I am pleased to present my first Annual Report since commencing as the Chief Executive Officer at the National Mental Health Commission. It is an honour to be appointed to the role and, since joining in March 2019, I have been impressed by the professionalism of the Commission team and the dedication of everyone to improving mental health and suicide prevention outcomes for the community.
I have also been humbled listening to the experiences of consumers and carers and impressed with the dedication and commitment of those working in the sector.
This report sets out the Commission’s performance for the 2018-19 year, and details our work and achievements. During this period, the Commission continued to lead projects that improve the policy, programs, services and systems that support mental wellbeing and suicide prevention in Australia. The Commission continued to strengthen its operations and improve efficiency, and align resources to deliver Government priorities.
On 4 October 2018, the Commission published Monitoring Mental Health and Suicide Prevention: National Report 2018 which reports on the performance of the mental health system and the progress and outcomes of key national reforms. This report also examined the social determinants of health and their impact on mental illness.

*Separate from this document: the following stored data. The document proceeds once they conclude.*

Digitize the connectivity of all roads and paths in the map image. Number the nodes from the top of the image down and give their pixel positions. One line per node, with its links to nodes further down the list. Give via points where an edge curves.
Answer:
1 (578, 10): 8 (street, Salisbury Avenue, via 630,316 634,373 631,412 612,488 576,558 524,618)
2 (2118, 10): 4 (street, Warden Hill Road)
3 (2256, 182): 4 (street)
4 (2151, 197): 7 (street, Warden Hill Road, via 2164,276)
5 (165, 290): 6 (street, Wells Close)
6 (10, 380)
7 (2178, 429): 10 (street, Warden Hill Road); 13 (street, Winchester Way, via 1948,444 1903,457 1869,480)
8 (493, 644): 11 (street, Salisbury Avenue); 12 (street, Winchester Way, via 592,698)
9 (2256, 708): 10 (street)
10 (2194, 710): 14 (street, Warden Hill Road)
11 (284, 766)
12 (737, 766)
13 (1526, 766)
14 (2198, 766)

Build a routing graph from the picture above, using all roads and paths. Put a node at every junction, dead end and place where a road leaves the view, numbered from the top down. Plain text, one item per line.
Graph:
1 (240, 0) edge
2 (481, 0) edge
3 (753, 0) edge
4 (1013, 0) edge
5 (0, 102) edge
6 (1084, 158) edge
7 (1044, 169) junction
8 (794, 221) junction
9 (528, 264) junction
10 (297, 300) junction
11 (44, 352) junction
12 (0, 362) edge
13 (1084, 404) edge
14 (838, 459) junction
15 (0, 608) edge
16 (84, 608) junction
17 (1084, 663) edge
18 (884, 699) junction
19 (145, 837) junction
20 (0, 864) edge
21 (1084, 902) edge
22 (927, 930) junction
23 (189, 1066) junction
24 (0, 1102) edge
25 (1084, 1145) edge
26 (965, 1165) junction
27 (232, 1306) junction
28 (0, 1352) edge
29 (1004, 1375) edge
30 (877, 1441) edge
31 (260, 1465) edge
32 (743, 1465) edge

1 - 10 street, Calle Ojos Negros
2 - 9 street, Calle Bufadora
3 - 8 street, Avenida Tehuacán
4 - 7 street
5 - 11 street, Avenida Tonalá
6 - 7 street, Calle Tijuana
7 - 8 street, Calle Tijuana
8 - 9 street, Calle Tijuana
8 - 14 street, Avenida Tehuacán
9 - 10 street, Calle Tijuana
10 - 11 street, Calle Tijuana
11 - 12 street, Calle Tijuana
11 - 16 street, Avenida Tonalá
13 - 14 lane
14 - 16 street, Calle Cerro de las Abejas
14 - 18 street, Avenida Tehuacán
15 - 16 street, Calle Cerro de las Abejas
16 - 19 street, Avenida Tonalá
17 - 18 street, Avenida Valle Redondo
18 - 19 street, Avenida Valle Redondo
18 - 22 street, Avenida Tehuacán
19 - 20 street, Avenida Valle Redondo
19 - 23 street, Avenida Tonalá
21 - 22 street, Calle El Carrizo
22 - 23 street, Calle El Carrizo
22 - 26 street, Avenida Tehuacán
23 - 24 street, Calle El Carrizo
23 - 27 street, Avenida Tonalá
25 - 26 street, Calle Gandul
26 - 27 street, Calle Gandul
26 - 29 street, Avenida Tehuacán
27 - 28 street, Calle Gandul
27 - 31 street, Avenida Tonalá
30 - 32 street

Our first report under the Fifth National Mental Health and Suicide Prevention Plan: Monitoring Mental Health and Suicide Prevention Reform: Fifth National Mental Health and Suicide Prevention Plan, 2018 Progress Report, was delivered to COAG Health Ministers in October 2018. This report provides an update of implementation progress up until 30 June 2018 and establishes a baseline for the 13 available identified performance indicators in the Fifth Plan. The Commission also conducted a survey of consumers and carer experiences of mental health services, in relation to the eight priority areas identified in the Fifth Plan and the results will serve as a baseline from which to measure progress.
Another significant achievement this year was the launch of the Australian Mental Health Leaders Fellowship in July 2018. This Fellowship is the first of its kind in Australia designed to meet the needs of emerging leaders with a passion for mental health. The first cohort of twenty participants commenced in July, and the second cohort of twenty participants commenced in October 2018. Both cohorts graduated in April 2019, with a third cohort scheduled to commence later in the year.
Since establishment, the Commission has sought to put mental health on the economic agenda. The potential economic and social gains from mental health reform from investing in prevention are considerable. This year, the Commission released an analysis of ten prevention interventions modelled using a return on investment framework. This project looked at the potential benefits of the ten specific interventions, both in terms of improved mental health, and their impact on the Australian economy, through levels of improved productivity and health system cost savings.
The Commission welcomed the establishment of the Productivity Commission’s inquiry into the role of improving mental health to support economic participation and enhancing productivity and economic growth. The Commission recommended the inquiry as an important step to ensure investment in mental health is efficient and effective and made a written submission in April 2019. We continue to work with the Productivity Commission throughout the inquiry process.
Achievements and progress on significant projects throughout the year are detailed further in this report.
Thank you to all the consumers, carers, families and stakeholders who have contributed to, and informed the Commission’s work throughout 2018-19.
I would also like to thank Ms Maureen Lewis Deputy CEO for her leadership as Interim CEO of the Commission prior to my commencement and the Executive team for leading the delivery of the achievements this year.
Finally, thank you to our Chair Mrs Lucy Brogden AM, our Commissioners and all our staff whose dedication and hard work enables the Commission to work towards its goal of improving the mental health and wellbeing of all Australians.